There is presently a significant backlog of Title VI complaints at the DOE and it is not clear when or if the yeshivos’ claims will be addressed.
Wielding the cudgel of federal funding, the DOE can force states and municipalities to enter into negotiations with the aggrieved parties and to seek settlements, adopting reforms and pledging to change modes of behavior.
Selective Openness
At the center of the complaint is NYSED’s firm refusal to consider lessons in Chumash, Gemara, or other religious texts as fulfilling any part of the school’s obligation to provide “substantially equivalent” education.
The yeshivos argue that this approach is “discriminatory,” in light of a 2018 public school policy encouraging curricula that promote “cultures, languages, and ways of knowing that have been devalued, suppressed” by “forms of oppression.” One example of that framework was a history program framing “Black Studies as the Study of the World,” for pre-K through 12th-grade students.
The complaint also argues that the city’s refusal to consider classes taught in Yiddish or texts studied in Hebrew or Aramaic is incongruous with policies governing over 200 public school dual-language programs. These programs are not geared for students from immigrant backgrounds, but rather for American-born ones immersing themselves in a foreign language by taking up to 90 percent of their classes in it.
The complaint quotes a 2023 statement by NYSED official David Frank that the English-only requirement “is one difference between the substantial equivalence regulations and what happens in district [public] schools” and non-public ones.
A particularly concerning exchange occurred when Robin Singer, the New York City Department of Education’s deputy counsel for compliance and operations, insisted that Arugas Habosem share its reading list with her office. When challenged that the city should not have approval rights over any book list, Singer responded that her goal was to see that students were “exposed to a range of materials that their parents and schools wouldn’t otherwise permit them to read.”
The complaint calls the city’s “interest in dictating what yeshivah students read” a “thinly veiled attempt to paternalistically force its secular views into yeshivah education.”

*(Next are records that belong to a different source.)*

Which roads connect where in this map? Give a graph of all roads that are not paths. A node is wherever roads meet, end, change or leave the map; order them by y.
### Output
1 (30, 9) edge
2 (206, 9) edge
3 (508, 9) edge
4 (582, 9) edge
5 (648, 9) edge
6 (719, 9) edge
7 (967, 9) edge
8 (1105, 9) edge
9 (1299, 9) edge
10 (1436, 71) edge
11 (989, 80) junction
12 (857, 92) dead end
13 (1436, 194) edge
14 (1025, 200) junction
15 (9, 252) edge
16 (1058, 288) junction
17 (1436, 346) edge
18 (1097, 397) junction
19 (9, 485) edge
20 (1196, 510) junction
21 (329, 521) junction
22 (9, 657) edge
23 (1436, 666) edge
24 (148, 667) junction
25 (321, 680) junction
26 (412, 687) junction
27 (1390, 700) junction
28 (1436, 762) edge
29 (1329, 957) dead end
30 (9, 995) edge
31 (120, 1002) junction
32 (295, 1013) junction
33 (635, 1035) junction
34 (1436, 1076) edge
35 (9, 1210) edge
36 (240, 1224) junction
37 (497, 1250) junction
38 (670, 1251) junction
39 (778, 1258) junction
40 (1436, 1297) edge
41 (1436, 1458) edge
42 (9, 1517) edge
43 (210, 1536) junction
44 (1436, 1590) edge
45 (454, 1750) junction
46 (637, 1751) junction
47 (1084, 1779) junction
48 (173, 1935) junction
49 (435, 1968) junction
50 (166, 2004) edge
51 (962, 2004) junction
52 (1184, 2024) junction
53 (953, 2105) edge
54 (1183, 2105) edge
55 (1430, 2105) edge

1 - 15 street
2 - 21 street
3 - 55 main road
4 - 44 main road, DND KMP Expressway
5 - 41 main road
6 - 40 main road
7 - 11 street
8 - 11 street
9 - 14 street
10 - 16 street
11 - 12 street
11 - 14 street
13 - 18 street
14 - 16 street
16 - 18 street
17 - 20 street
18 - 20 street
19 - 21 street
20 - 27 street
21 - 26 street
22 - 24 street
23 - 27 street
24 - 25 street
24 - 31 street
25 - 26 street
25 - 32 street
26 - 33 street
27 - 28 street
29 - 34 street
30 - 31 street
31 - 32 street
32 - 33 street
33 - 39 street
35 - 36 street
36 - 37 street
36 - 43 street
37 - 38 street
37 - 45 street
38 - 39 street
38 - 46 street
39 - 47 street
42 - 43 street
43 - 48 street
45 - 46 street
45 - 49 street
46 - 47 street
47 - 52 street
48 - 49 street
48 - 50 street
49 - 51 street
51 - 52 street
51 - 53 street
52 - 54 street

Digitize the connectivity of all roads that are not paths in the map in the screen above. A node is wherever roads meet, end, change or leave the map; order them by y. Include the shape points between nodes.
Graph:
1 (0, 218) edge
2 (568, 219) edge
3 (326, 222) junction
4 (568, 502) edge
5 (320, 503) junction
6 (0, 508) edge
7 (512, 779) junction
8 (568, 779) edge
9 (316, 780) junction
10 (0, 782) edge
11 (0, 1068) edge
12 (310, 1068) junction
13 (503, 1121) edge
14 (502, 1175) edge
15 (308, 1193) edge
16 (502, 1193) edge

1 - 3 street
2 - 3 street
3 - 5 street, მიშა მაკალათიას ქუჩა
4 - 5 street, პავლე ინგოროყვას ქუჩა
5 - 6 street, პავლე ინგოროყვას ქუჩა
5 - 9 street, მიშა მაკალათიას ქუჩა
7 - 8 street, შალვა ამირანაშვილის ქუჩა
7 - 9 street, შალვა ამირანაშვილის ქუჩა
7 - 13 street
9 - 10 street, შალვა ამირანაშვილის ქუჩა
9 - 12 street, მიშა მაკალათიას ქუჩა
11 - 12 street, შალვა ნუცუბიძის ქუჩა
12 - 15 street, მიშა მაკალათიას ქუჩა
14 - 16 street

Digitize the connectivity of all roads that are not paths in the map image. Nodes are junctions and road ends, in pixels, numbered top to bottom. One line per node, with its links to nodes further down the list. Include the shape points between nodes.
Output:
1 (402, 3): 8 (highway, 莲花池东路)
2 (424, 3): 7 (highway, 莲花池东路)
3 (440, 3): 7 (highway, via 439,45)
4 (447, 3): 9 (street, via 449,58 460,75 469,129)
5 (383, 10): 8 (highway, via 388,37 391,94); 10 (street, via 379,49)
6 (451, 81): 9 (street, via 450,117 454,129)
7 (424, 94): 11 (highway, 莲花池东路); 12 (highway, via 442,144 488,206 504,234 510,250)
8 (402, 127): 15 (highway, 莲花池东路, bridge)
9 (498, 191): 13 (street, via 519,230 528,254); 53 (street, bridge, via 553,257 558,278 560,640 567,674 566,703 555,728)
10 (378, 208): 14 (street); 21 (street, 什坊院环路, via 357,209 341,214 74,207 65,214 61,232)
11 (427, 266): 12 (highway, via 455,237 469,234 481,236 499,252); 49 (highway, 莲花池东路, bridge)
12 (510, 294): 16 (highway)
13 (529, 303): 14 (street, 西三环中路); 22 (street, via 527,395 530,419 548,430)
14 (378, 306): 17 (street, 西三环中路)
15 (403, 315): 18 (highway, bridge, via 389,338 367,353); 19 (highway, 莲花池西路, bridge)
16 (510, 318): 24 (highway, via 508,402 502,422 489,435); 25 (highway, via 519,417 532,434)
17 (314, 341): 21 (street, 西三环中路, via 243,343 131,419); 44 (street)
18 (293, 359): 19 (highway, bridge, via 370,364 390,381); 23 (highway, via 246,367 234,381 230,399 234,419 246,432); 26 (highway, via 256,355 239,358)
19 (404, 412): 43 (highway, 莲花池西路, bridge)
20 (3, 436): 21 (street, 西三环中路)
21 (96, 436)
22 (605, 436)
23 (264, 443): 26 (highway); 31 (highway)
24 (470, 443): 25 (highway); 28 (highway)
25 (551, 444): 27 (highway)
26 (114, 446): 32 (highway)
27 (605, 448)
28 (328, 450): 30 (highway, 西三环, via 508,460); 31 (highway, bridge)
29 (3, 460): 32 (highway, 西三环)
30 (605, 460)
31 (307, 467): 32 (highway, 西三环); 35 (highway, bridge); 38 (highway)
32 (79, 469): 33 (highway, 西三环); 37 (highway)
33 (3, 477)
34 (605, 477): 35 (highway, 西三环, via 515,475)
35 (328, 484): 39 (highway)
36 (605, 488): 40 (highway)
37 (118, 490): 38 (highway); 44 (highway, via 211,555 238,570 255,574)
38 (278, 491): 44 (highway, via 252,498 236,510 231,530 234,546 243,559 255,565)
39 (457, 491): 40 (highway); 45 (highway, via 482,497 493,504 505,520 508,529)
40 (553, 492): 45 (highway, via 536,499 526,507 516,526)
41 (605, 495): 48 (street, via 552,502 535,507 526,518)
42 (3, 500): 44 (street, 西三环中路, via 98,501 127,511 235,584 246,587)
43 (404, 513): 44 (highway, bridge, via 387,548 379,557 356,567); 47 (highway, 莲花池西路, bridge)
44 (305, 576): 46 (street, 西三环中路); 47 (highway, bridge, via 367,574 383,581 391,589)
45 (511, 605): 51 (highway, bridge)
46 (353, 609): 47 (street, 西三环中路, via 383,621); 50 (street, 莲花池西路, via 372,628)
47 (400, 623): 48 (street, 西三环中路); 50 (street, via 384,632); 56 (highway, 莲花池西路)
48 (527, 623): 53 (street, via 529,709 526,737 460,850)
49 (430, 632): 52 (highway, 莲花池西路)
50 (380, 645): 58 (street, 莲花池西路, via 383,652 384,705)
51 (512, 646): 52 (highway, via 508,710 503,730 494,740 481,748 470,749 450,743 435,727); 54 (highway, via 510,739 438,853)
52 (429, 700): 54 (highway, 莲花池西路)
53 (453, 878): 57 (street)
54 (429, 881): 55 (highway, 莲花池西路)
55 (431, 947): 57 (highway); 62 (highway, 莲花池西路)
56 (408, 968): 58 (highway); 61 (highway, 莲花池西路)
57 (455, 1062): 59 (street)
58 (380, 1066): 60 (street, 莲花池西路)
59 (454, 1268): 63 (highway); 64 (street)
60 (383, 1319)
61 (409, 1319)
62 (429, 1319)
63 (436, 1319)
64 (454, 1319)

The complaint also raises issues over state overreach into yeshivos’ hiring processes and a refusal to send male-only teams of observers to older grades of boys’ schools.
“We’ve had enough interaction to say that there is a lack a respect for Jewish culture, tradition, and education,” said Mr. Schick. “Their mindset is that the highest form of achievement is to leave the community you grew up in and go off to an Ivy League college. That’s not our goal or our measure of success. The longer this has gone on, the clearer it becomes that their goal is to standardize us and secularize our schools. And to get there, they are discriminating against us.”